*Your goal*:
Your answer should hold every line of the records below that contains the string "NAFARROAKO".

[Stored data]
========

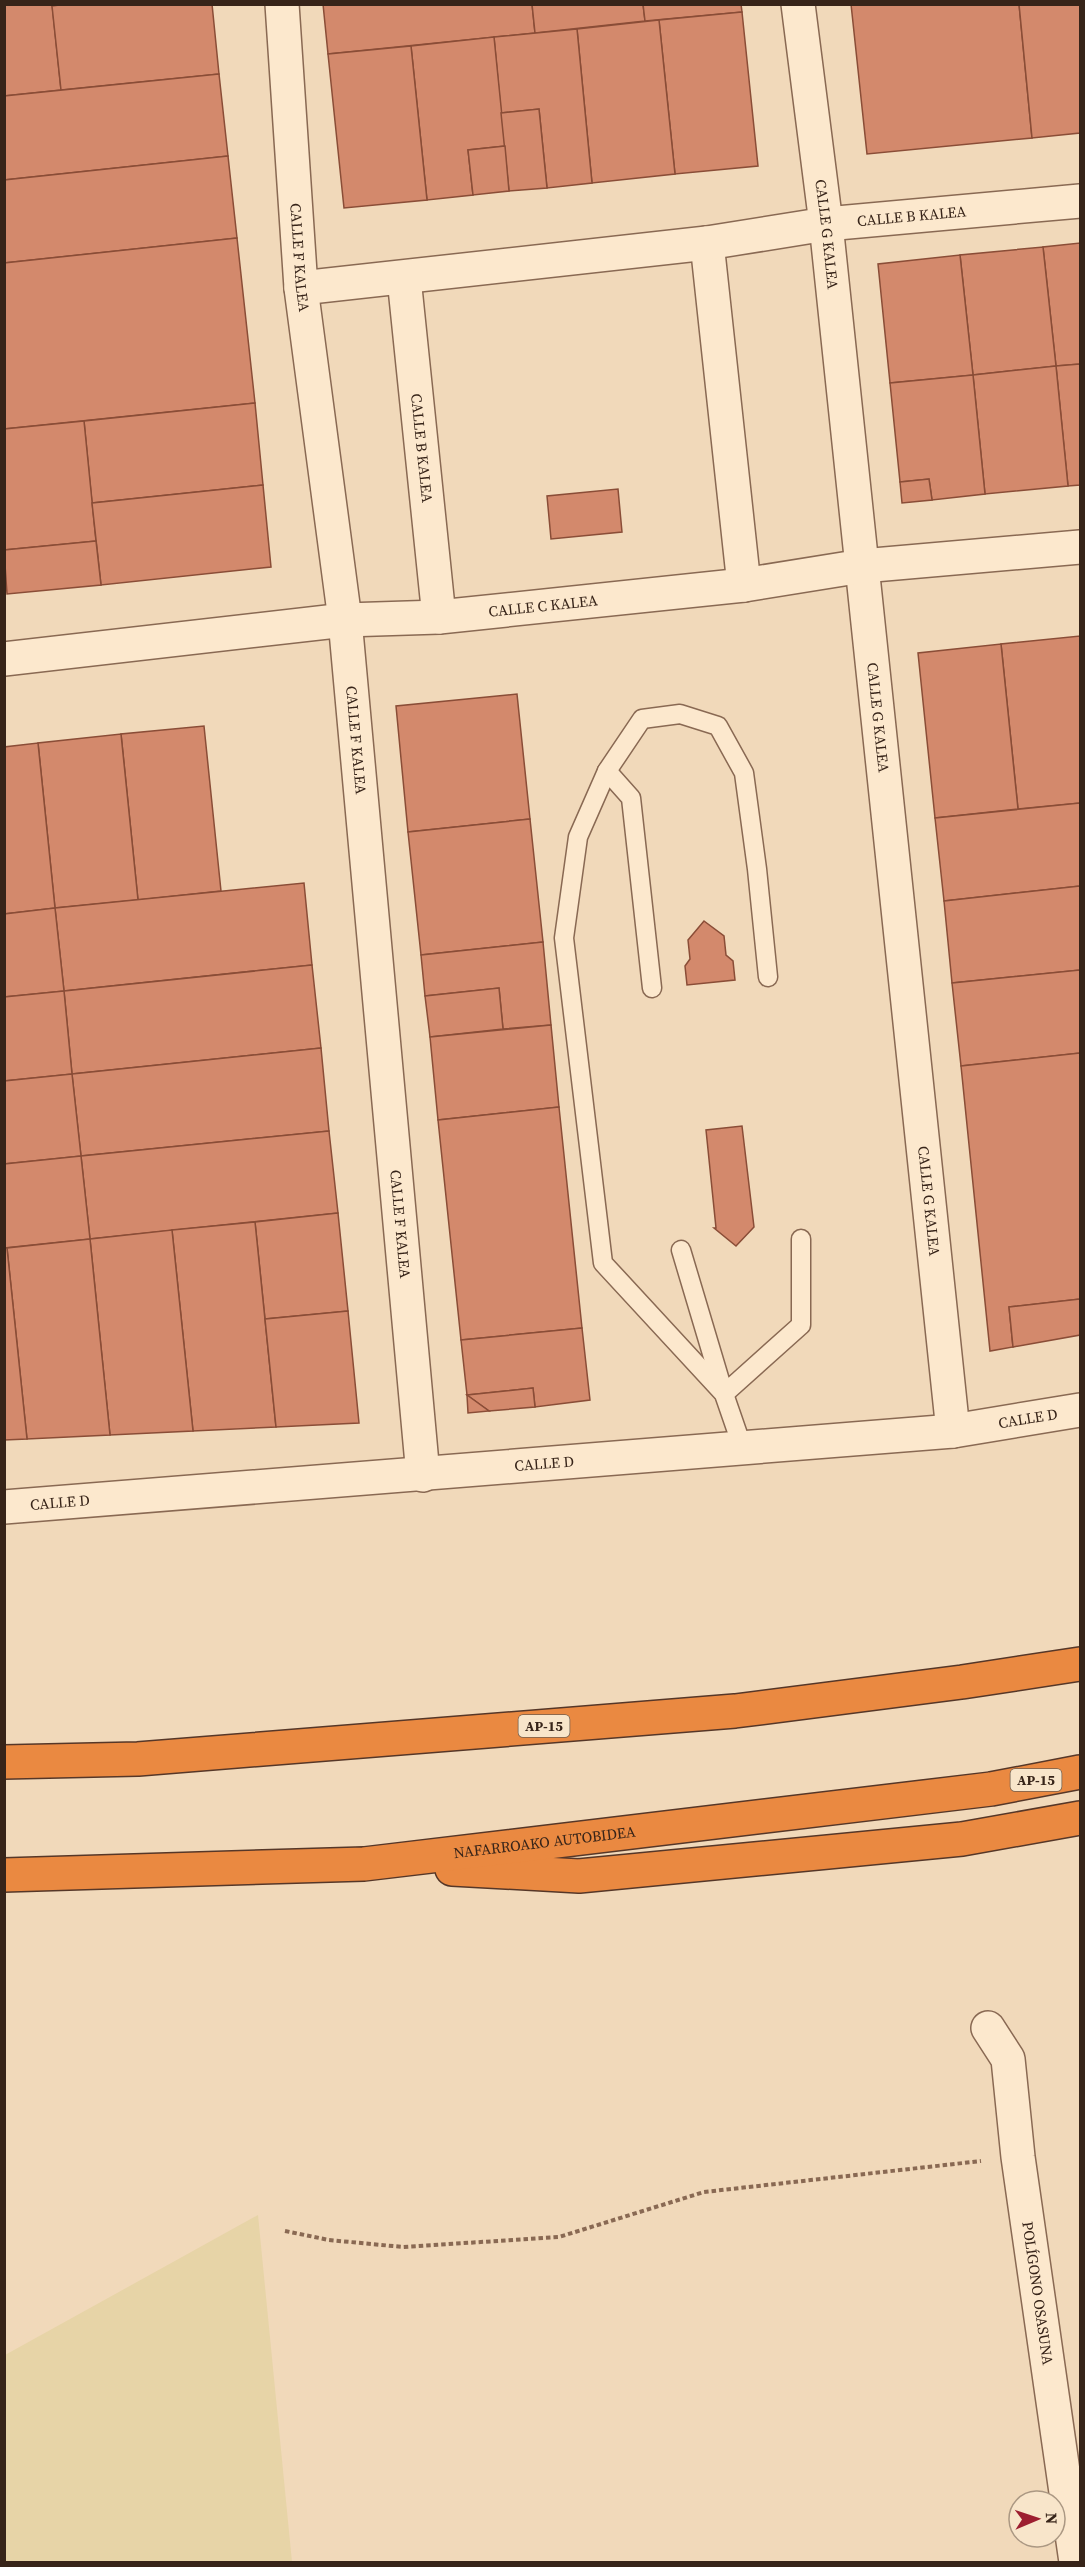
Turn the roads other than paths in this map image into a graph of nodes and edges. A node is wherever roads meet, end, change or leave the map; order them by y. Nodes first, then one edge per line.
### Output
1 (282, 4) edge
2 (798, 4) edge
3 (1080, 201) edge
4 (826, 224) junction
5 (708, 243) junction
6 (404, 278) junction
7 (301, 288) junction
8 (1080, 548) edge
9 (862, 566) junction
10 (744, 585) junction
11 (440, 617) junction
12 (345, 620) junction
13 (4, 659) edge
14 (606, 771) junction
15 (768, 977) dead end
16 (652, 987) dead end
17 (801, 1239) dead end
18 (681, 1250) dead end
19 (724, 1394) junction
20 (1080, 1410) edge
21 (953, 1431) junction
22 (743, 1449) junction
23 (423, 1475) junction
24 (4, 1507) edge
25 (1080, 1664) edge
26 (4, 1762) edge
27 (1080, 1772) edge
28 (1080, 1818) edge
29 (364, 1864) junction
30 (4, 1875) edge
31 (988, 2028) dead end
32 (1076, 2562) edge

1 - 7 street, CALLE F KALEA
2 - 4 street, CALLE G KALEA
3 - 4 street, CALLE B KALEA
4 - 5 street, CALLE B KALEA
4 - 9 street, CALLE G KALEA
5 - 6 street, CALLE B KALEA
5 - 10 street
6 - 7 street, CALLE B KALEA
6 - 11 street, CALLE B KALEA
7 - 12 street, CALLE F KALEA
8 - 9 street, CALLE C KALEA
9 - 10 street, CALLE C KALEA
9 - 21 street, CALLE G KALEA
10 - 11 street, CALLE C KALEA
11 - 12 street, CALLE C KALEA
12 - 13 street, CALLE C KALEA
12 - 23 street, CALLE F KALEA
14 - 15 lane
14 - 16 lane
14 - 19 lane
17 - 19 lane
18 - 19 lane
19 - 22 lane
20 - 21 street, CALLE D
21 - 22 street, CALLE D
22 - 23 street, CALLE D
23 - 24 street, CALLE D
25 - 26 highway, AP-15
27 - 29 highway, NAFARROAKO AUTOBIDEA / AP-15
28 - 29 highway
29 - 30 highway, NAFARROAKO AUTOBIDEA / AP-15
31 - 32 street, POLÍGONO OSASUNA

========

*Response to the exercise*:
27 - 29 highway, NAFARROAKO AUTOBIDEA / AP-15
29 - 30 highway, NAFARROAKO AUTOBIDEA / AP-15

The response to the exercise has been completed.